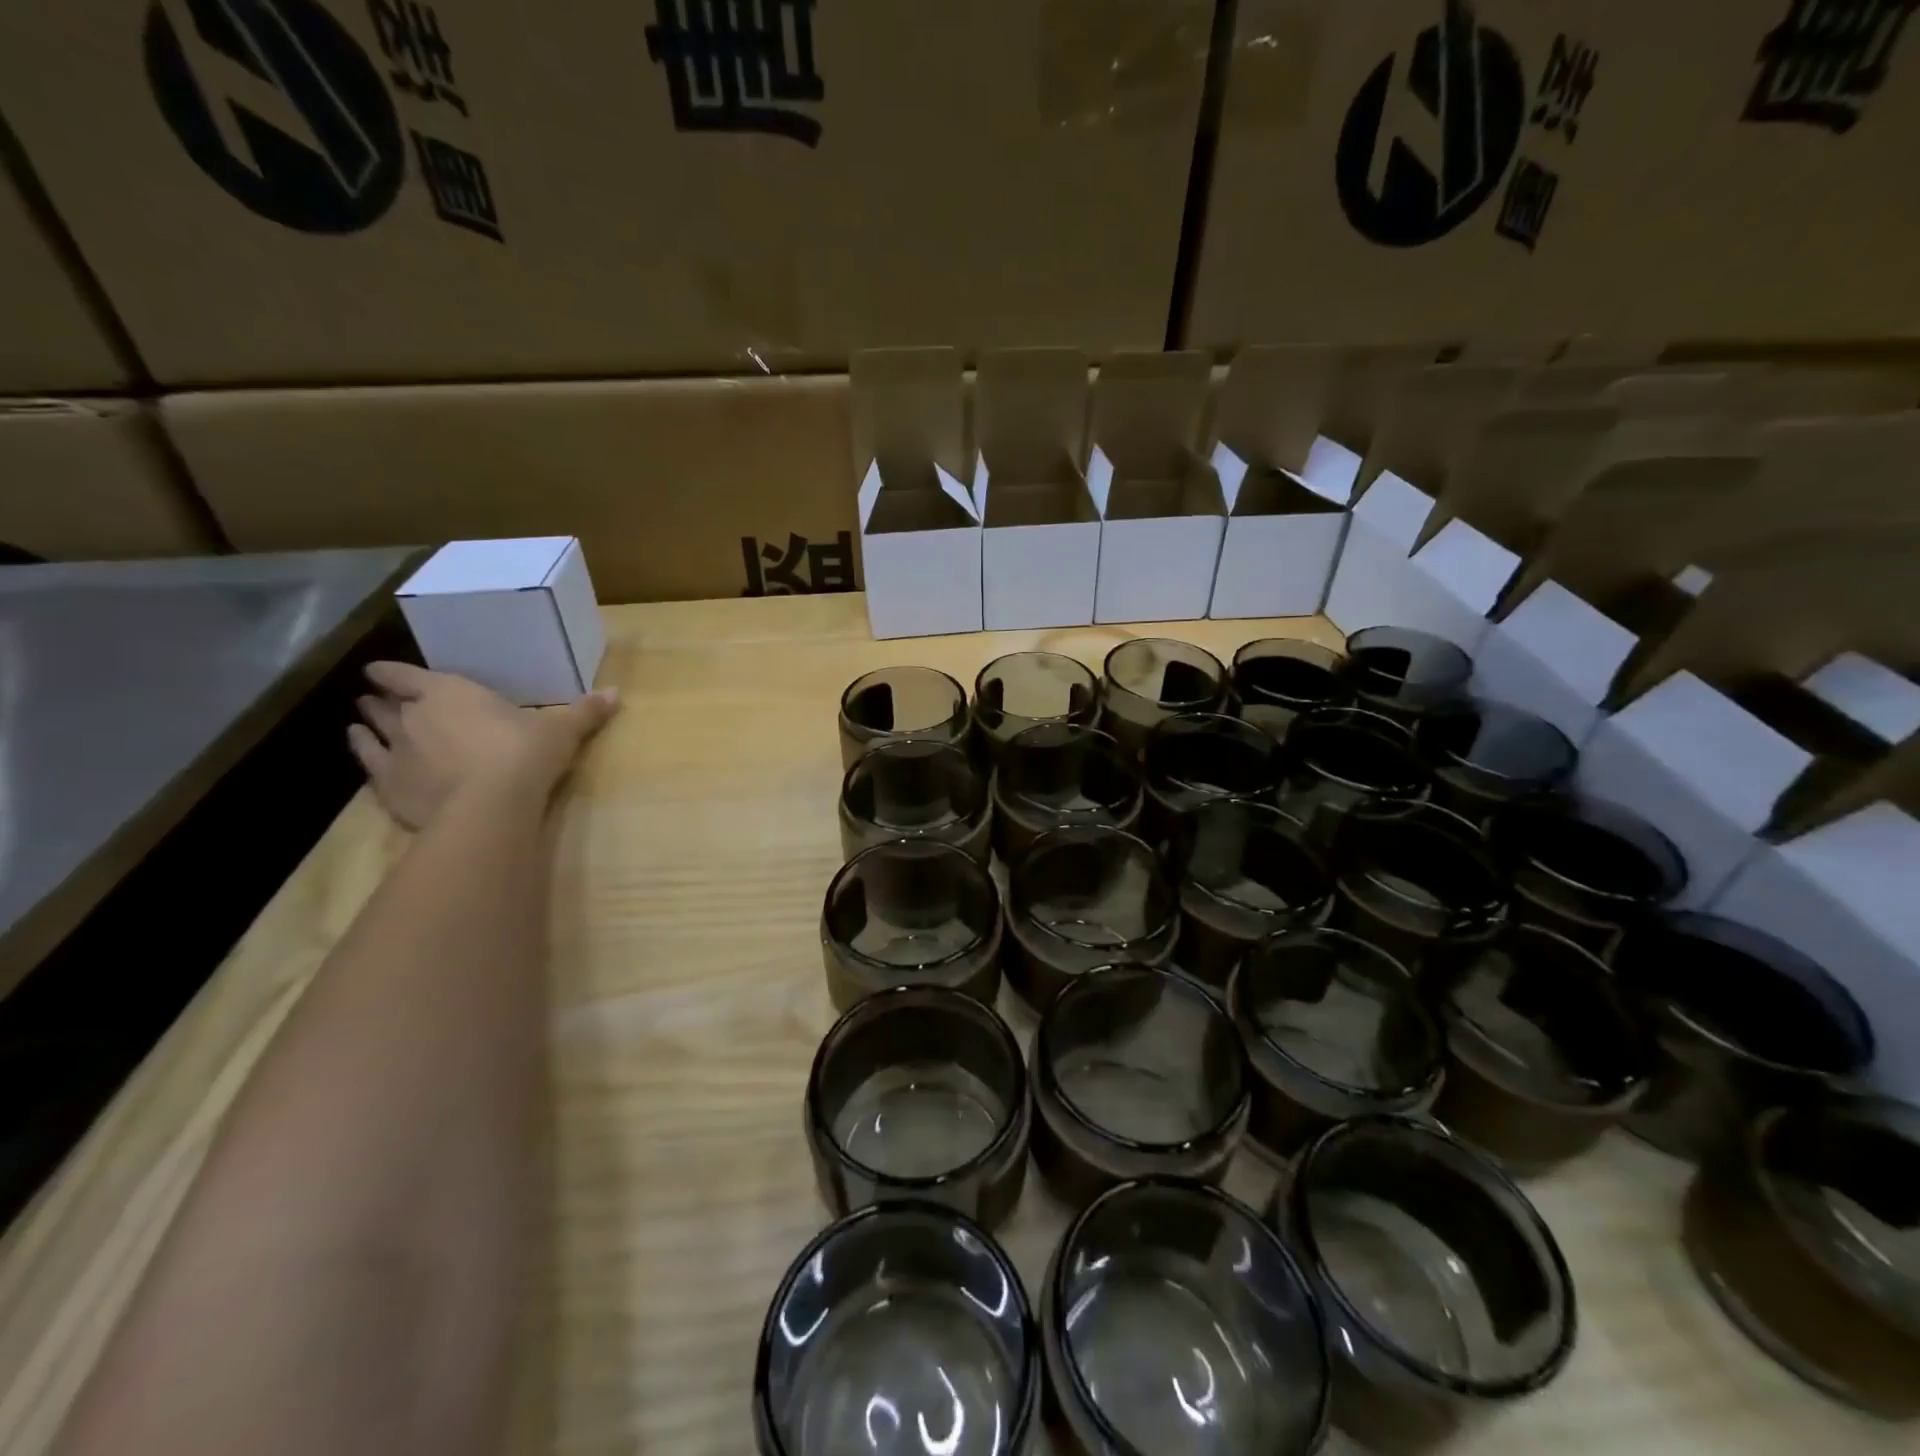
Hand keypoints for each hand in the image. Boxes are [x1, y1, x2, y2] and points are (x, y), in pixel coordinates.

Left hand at [347, 662, 618, 830]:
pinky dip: (363, 755)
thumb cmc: (525, 754)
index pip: (405, 674)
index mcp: (448, 692)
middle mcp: (412, 716)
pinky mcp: (389, 787)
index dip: (391, 672)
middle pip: (385, 702)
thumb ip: (584, 712)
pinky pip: (367, 766)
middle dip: (381, 699)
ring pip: (369, 731)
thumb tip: (616, 692)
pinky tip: (364, 755)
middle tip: (379, 699)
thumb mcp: (561, 731)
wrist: (490, 806)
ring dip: (366, 725)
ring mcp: (395, 752)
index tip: (380, 672)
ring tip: (363, 723)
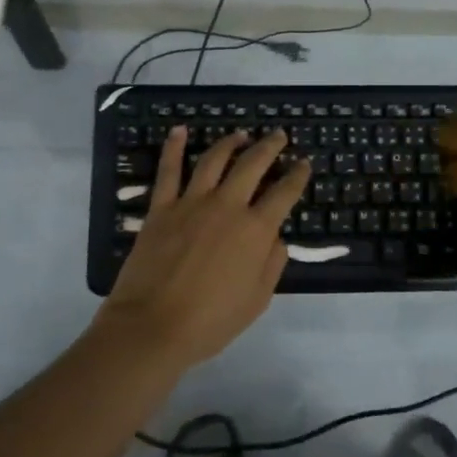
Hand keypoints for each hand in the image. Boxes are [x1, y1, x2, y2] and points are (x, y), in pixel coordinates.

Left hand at [98, 125, 309, 367]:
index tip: (304, 164)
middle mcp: (227, 206)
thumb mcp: (257, 300)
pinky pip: (169, 171)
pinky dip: (174, 148)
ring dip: (230, 142)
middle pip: (253, 165)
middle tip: (279, 135)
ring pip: (214, 160)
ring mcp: (191, 203)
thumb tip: (276, 238)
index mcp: (255, 230)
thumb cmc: (211, 321)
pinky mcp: (161, 208)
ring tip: (240, 134)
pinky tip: (180, 131)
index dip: (297, 176)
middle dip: (270, 146)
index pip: (284, 193)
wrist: (153, 326)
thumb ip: (272, 264)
^^^^
*Exercise:* Lines that contain "index" are to be copied from the records above.

*Exercise result:*
index pip: (405, 674)
index mcp: (448, 692)
index dip: (391, 672)
index tip: (380, 672)
index tip: (304, 164)
index mcp: (255, 230)
index dip: (297, 176)
index pip: (284, 193)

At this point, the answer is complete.